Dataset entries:
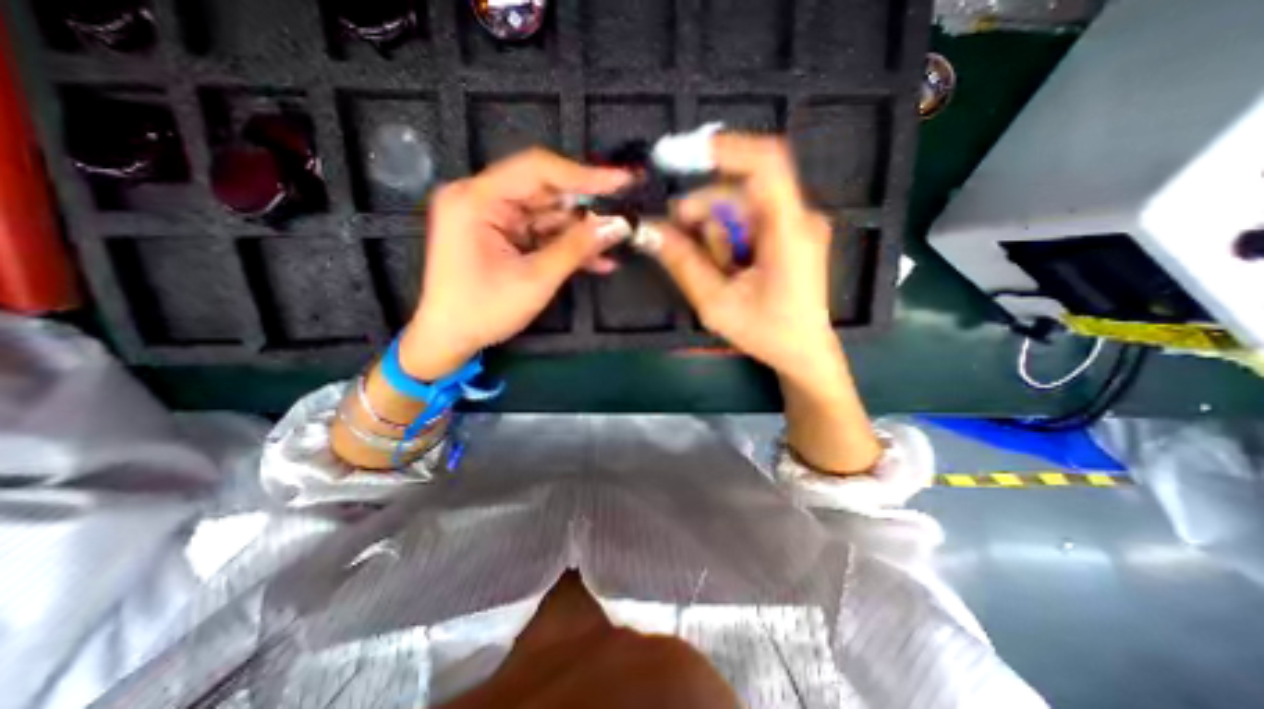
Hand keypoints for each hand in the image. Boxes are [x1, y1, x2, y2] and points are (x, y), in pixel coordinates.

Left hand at [401, 146, 627, 377]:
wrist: (450, 339)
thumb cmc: (484, 311)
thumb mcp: (536, 279)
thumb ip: (577, 248)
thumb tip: (617, 225)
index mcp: (478, 200)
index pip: (538, 170)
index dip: (585, 175)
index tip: (622, 180)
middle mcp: (482, 200)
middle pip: (545, 192)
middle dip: (586, 209)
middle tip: (622, 217)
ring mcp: (492, 219)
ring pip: (548, 216)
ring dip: (581, 233)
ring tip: (615, 243)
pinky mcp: (502, 237)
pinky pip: (541, 234)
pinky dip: (567, 247)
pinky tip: (598, 261)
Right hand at [642, 134, 881, 474]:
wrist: (804, 353)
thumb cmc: (767, 334)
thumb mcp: (717, 303)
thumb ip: (683, 263)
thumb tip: (647, 231)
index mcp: (790, 232)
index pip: (766, 164)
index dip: (723, 149)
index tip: (677, 156)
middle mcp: (799, 217)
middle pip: (740, 190)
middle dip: (702, 211)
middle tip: (673, 238)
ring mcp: (795, 224)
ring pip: (741, 206)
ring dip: (714, 232)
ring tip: (715, 270)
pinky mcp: (789, 234)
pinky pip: (749, 220)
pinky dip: (727, 238)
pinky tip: (727, 266)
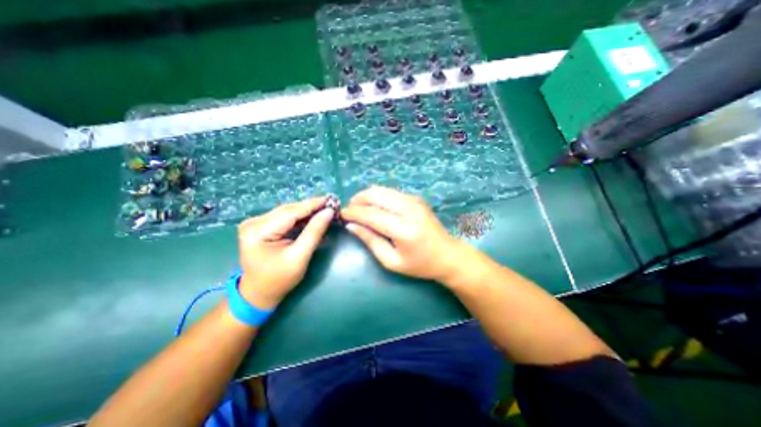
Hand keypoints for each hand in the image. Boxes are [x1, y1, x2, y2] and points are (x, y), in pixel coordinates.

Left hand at [236, 197, 333, 310]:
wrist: (259, 294)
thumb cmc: (279, 280)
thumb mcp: (299, 257)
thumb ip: (314, 233)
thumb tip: (329, 212)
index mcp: (258, 231)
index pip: (290, 212)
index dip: (313, 205)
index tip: (331, 200)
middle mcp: (254, 222)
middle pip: (289, 210)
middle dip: (311, 207)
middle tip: (331, 205)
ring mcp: (256, 223)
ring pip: (288, 212)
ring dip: (307, 212)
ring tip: (325, 210)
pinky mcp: (262, 227)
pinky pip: (285, 218)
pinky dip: (301, 218)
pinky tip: (314, 217)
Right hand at [341, 188, 470, 282]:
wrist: (447, 255)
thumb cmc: (419, 264)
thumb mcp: (391, 261)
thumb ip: (371, 241)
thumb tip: (351, 225)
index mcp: (404, 229)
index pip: (371, 214)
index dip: (353, 212)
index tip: (341, 214)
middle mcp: (409, 210)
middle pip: (375, 195)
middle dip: (357, 200)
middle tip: (349, 210)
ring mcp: (414, 201)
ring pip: (382, 190)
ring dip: (366, 196)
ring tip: (358, 207)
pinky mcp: (416, 198)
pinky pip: (391, 192)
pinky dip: (378, 196)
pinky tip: (374, 206)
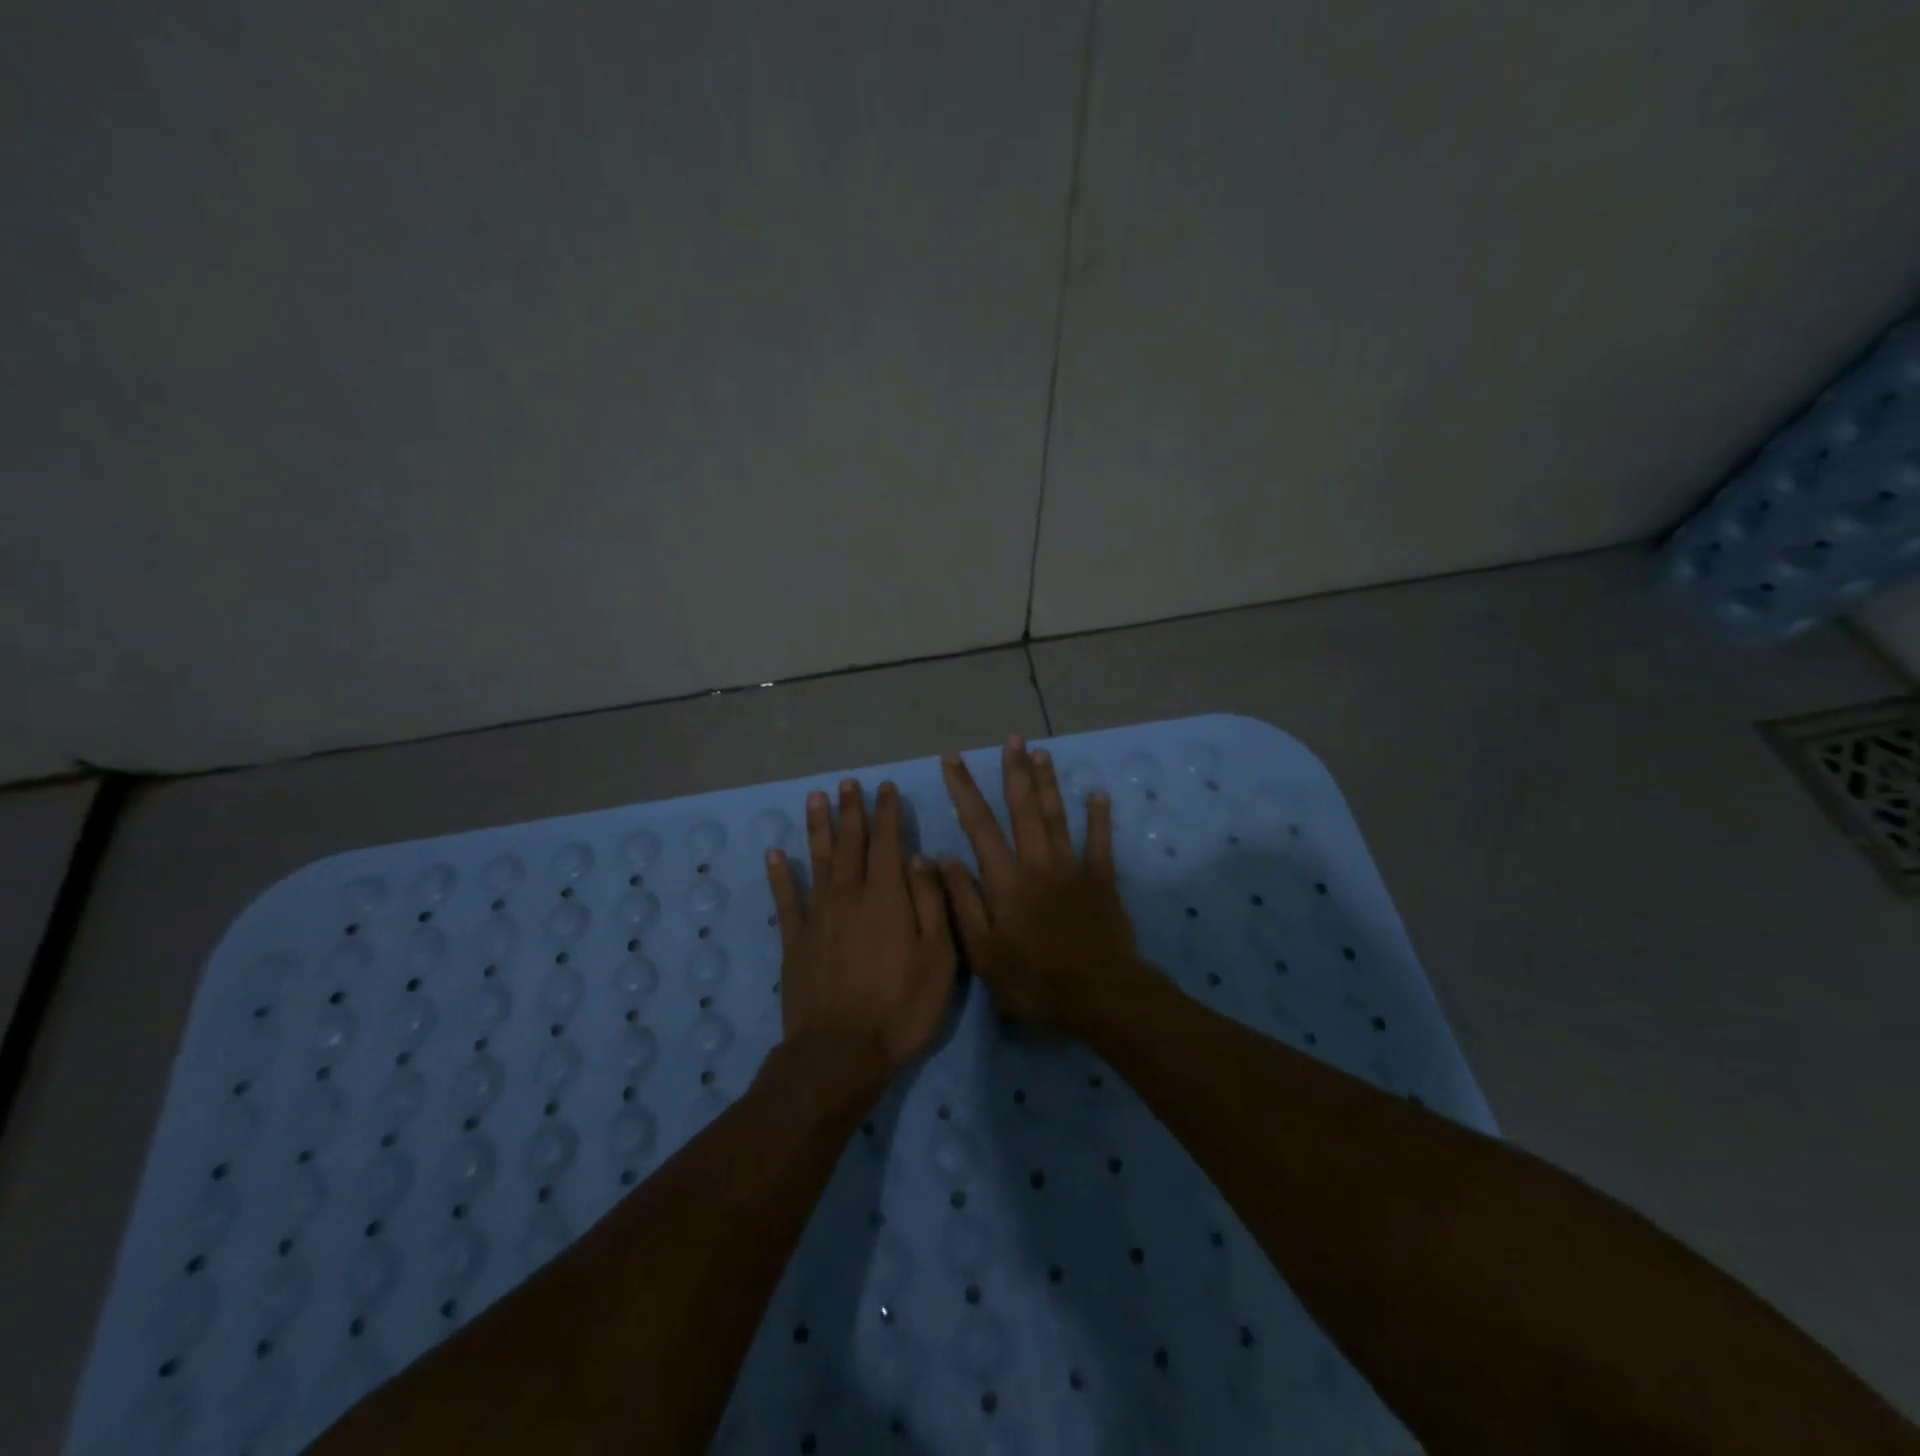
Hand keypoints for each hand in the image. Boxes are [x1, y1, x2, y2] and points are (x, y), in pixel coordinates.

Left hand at [766, 778, 957, 1072]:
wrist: (840, 1053)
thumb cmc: (901, 1007)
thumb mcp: (939, 957)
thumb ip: (931, 903)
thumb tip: (921, 858)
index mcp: (887, 897)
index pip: (888, 843)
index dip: (887, 813)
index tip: (885, 788)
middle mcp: (849, 896)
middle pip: (850, 844)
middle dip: (851, 811)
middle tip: (848, 783)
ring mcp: (818, 917)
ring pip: (817, 861)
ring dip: (818, 828)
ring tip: (816, 798)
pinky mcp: (795, 941)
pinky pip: (785, 900)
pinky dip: (780, 875)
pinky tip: (775, 854)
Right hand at [939, 736, 1148, 1032]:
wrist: (1099, 996)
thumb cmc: (1034, 980)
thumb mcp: (983, 952)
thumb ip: (962, 902)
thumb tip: (940, 858)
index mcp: (1006, 879)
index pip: (979, 825)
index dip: (964, 790)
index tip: (953, 760)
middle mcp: (1038, 862)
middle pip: (1024, 808)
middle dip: (1015, 771)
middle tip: (1013, 738)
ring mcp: (1073, 868)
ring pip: (1058, 816)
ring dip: (1049, 783)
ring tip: (1042, 752)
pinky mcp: (1102, 881)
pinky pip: (1101, 843)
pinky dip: (1100, 818)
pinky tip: (1098, 794)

- **TASK BRIEF**:
Look above and copy only the lines from the one holding "thumb mcp: (536, 279)" to the one holding "pinky mcp: (262, 227)", both included, exactly, minus the pictures.

- **EXERCISE RESPONSE**:
thumb mcp: (536, 279)
thumb ip: (577, 248)
thumb tip: (617, 225)
index mcp: (478, 200)
index pip: (538, 170)
index dip: (585, 175)
index tip: (622, 180)
middle mcp: (482, 200)
middle pip: (545, 192)
middle dip: (586, 209)
middle tip: (622, 217)
ring mcp: (492, 219)
ring pip: (548, 216)
ring dip: (581, 233)
ring tip: (615, 243)
pinky mcp: (502, 237)
pinky pip: (541, 234)
pinky dip: (567, 247)
pinky tip: (598, 261)
Right hand at [642, 134, 881, 474]:
wrist: (804, 353)
thumb cmc: (767, 334)
thumb mcp: (717, 303)
thumb ip: (683, 263)
thumb tip: (647, 231)
index mcp: (790, 232)
index pip: (766, 164)
index dip: (723, 149)
index tip: (677, 156)
middle mcp: (799, 217)
middle pip: (740, 190)
middle dip: (702, 211)
middle tip: (673, 238)
ring mcp: (795, 224)
ring pip: (741, 206)
ring dip: (714, 232)
ring tip: (715, 270)
pinky mcp: (789, 234)
pinky pip: (749, 220)
pinky dip: (727, 238)
pinky tip: (727, 266)
Hand keypoints for each hand in the image. Boxes are [x1, y1, x2, y2] and points are (x, y), in pixel coordinates.

Left hand at [236, 197, 333, 310]:
wrist: (259, 294)
thumb cmc: (279, 280)
thumb mcp: (299, 257)
thumb ip: (314, 233)
thumb tip: (329, 212)
index mcp: (258, 231)
index pip: (290, 212)
index dip: (313, 205)
index tip: (331, 200)
middle mcp: (254, 222)
middle pip: (289, 210)
middle dip: (311, 207)
middle tip: (331, 205)
ring mcp: (256, 223)
ring pip: (288, 212)
ring dip: (307, 212)
ring tip: (325, 210)
pinky mcp: (262, 227)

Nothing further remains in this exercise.